Technological Revolutions and Financial Capital

June 30th, 2006

I have been tucking into a book entitled Technological Revolutions and Financial Capital

The author Carlota Perez observes that there are 3 key features which interact and influence each other

1). The fact that technological change occurs by clusters of radical innovations forming successive and distinct revolutions that modernize the whole productive structure.

2). The functional separations between financial and production capital, each pursuing profits by different means; and

3). The greater inertia and resistance to change of the socio-institutional framework in comparison with the techno-economic sphere, which is spurred by competitive pressures

Interesting. I had a fascinating chat with a colleague yesterday, concerning the marketing communications and media industries. And we both agreed, there is a great deal of inertia and feet dragging as this existing business and media ecology struggles to get to grips with the full force of digitilisation.

Too much at stake, too much money to be lost, too much pain in the process of transition, and a floundering around as to exactly what skill sets are required to enable their clients to succeed in this hyper-competitive world.

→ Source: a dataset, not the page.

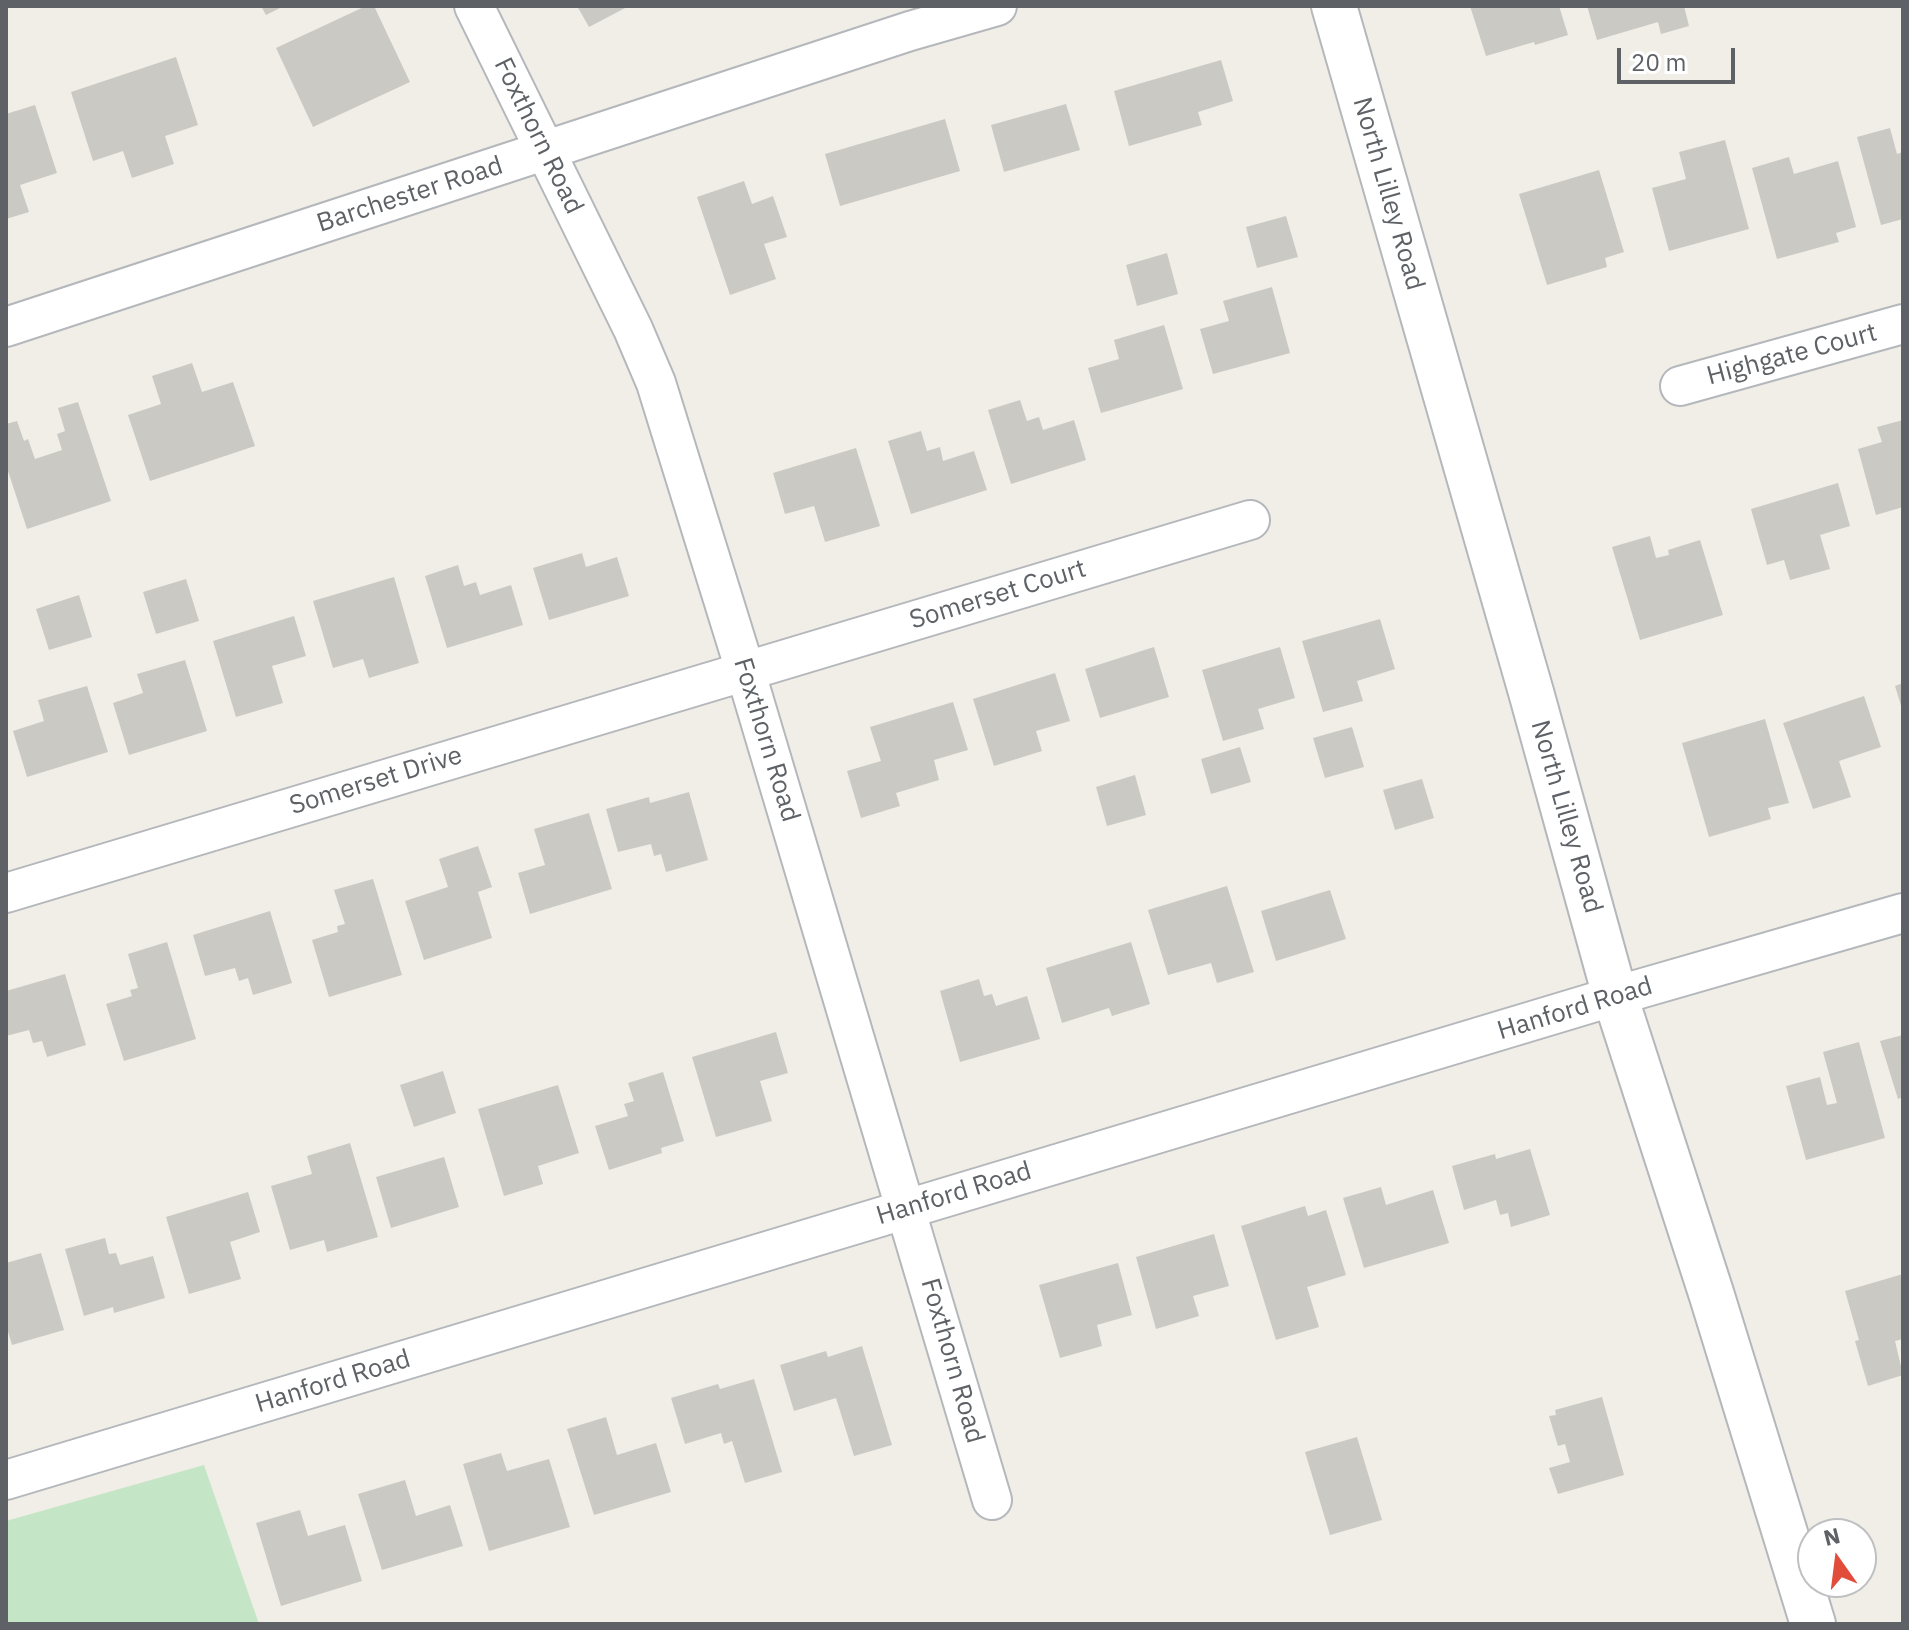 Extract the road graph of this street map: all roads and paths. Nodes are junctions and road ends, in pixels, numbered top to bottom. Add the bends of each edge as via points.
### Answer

I have certainly witnessed this trend.

And having been in the US recently, I witnessed, an incredible surge of innovation clustered around community based business models and structures.

So for those that are still in denial – clients will eventually be asking their big agency networks what exactly they are doing to counterbalance this trend.

The question is whether they will have any real answers?

Perez also states

A technological revolution can be defined as a powerful and highly visible cluster of new and dynamic technologies, products and industries, capable of bringing about an upheaval in the whole fabric of the economy and propelling a longer-term upsurge of development. It is a strongly interrelated constellation of technical innovations, generally including an important all-pervasive low cost input.

Think Skype or google , or OhMyNews or Second Life or Current TV Then think about the cost of setting up an iPTV channel.

Once upon a time it would cost $5 million to do that, today the cost $150k

That is the scale of the disruption

Yet what warrants the title for the present purposes is that each of those sets of technological breakthroughs spreads far beyond the confines of the industries and sectors where they originally were developed

This is what all these examples do – plus the create a different type of value.

Life simplifying
Life Enabling
Navigational

So if I was a company with a massive advertising budget, I suggest that one needs to think very hard about the principles of modern day marketing, and I would think also very deeply as to whether the challenges to your economic model is not exactly the same as your marcomms companies.

Whose going to blink first?

Clients will drive the change. And remember it was Jim Stengel of P&G that said that TV advertising stopped working circa 1987 – which curiously enough is the time warp that a lot of agencies seem to be stuck in.

Hideki Komiyama the COO of Sony electronics said

five or six years ago home electronics was a peaceful market. Now people are coming in like hunting tribes

BT is no longer in telecoms, Channel 4 is no longer a broadcaster, HP no longer manufactuers computers, it consults.

So why do the marcomms and media companies belive that its not their turn? Swim for shore or cling onto the wreckage? Its a good question.